La balcanización del espacio opositor, a menos de dos meses de haber asumido el nuevo gobierno, aceleró la aparición de un nuevo oficio, el de maquiavelo de salón. Cada gesto y cada palabra de los dirigentes cae bajo el microscopio de estos maquiavelos y son interpretados en función de escenarios imaginarios que vaticinan la fortuna o la desgracia del peronismo. Esta semana corta y carnavalesca va a dar materia para estos analistas aventurados que imaginan trayectorias luminosas y ocasos dirigenciales para un lado y para el otro.

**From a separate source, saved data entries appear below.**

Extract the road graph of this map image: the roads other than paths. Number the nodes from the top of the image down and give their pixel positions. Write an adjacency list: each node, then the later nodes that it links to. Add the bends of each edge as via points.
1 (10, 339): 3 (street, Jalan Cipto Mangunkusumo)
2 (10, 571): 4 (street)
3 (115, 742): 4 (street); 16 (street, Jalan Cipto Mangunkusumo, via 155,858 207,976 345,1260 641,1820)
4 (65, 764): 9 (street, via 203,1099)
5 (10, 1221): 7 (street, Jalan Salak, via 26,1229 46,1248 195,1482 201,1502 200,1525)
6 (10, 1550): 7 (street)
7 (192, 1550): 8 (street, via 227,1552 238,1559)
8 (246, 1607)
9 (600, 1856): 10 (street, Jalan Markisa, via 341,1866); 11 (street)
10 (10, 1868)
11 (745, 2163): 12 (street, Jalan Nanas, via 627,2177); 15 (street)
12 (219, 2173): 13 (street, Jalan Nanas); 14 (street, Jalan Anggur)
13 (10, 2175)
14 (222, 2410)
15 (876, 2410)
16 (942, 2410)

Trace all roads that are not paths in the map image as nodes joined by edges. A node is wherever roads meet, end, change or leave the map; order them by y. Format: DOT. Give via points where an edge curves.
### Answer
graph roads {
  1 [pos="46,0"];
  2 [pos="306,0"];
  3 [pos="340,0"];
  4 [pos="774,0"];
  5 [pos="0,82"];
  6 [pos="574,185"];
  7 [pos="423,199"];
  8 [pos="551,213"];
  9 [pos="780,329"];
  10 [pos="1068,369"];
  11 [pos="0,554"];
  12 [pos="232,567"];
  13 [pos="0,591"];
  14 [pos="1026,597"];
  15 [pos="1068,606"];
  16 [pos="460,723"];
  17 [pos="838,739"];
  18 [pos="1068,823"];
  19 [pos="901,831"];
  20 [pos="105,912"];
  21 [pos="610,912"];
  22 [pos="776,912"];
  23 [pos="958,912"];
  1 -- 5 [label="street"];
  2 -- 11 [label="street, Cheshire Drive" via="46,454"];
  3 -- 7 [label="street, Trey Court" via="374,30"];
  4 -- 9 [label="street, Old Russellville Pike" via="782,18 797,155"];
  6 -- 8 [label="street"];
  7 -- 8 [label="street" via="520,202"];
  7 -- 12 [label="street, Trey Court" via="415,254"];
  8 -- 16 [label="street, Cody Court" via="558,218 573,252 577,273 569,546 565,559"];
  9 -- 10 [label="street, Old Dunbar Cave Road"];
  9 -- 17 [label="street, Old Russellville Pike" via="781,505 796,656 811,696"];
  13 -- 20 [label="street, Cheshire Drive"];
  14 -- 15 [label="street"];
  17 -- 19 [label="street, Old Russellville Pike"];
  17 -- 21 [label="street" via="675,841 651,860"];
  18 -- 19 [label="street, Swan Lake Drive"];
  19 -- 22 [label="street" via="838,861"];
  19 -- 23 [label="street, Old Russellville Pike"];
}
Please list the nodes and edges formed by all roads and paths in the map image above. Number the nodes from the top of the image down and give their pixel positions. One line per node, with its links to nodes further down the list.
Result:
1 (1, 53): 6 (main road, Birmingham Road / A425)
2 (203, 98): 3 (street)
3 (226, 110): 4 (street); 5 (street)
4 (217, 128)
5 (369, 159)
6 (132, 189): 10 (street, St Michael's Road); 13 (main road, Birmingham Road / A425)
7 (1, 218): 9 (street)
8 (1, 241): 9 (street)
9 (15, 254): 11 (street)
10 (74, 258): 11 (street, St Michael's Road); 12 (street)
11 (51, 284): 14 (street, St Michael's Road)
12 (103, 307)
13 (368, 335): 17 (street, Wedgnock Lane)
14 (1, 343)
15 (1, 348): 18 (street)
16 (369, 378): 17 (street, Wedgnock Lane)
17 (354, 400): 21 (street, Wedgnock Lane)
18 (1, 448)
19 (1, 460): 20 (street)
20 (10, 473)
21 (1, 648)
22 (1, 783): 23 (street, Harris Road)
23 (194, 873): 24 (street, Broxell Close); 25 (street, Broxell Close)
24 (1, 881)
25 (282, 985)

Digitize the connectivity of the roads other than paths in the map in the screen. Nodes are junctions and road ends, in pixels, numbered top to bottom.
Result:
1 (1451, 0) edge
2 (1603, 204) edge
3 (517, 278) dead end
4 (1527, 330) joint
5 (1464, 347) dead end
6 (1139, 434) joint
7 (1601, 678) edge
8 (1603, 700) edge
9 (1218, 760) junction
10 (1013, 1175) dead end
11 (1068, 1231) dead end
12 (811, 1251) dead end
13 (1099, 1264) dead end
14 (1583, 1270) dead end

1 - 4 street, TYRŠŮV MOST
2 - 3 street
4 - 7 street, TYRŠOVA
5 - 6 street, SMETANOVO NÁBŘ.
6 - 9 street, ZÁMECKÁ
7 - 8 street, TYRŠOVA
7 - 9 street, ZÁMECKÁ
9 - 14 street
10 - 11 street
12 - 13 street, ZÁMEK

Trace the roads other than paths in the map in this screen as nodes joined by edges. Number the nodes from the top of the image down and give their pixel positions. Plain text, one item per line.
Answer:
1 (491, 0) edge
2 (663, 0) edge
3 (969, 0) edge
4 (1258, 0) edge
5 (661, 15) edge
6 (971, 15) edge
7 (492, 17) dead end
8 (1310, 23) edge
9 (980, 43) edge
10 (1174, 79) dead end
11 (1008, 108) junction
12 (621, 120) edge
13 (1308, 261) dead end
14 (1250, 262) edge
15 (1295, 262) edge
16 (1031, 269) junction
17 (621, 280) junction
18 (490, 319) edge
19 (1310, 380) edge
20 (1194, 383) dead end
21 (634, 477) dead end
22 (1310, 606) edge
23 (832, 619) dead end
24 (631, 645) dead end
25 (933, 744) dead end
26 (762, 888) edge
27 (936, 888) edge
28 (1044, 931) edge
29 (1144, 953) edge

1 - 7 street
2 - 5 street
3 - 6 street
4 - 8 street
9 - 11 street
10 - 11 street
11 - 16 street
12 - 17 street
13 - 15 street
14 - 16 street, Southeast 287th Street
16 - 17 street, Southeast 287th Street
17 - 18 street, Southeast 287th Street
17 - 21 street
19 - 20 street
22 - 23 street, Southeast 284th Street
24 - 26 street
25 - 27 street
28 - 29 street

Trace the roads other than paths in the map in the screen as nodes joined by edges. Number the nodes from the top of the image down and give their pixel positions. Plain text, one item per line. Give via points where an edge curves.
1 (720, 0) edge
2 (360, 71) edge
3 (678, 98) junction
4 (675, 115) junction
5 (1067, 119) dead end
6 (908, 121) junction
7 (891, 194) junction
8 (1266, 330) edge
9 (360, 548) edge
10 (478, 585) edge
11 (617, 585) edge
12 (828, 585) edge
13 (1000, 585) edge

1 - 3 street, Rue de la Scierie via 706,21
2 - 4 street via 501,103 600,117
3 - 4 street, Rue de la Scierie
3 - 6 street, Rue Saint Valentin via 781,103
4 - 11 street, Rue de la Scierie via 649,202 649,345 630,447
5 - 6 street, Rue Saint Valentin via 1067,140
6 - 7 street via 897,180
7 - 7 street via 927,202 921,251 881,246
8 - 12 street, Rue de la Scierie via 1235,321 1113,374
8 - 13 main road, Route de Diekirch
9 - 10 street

El miércoles, pasado mañana, Jorge Capitanich junta a más de cien intendentes de su partido en Resistencia, para lanzar una liga de intendentes como la regeneradora de la red que ocupó desde los años '80 la liga de gobernadores, como eje vertebrador del PJ nacional, hoy baleada por la derrota masiva del año pasado.
Logró ese compromiso después de algún chisporroteo con el jefe de la FAM (Federación Argentina de Municipios), el alcalde de Florencio Varela Julio Pereyra, que no tiene hoy nada de cristinista, algo que se le atribuye mucho al ex gobernador del Chaco. Lo superaron en encuentros discretos de la semana pasada - uno de ellos después de la reunión de la mesa del peronismo en la calle Matheu - y el resultado de la cita que se viene, puede ser el primer entendimiento entre la ortodoxia pejotista bonaerense, que representa Pereyra, y el cristinismo residual de Capitanich. Los fuerza la necesidad de mostrar algo que el público - y los maquiavelos de salón - le reclaman al peronismo, que es algún freno a la dispersión de fuerzas.
Pereyra expresa un rechazo al formato cristinista, en nombre de la necesidad que tienen los dirigentes territoriales de convivir con la agenda del gobierno macrista. Capitanich está lejos de reivindicar hoy la conducción de Cristina de Kirchner, pero se aparta de lo que cree es un peronismo exageradamente negociador con el nuevo Estado.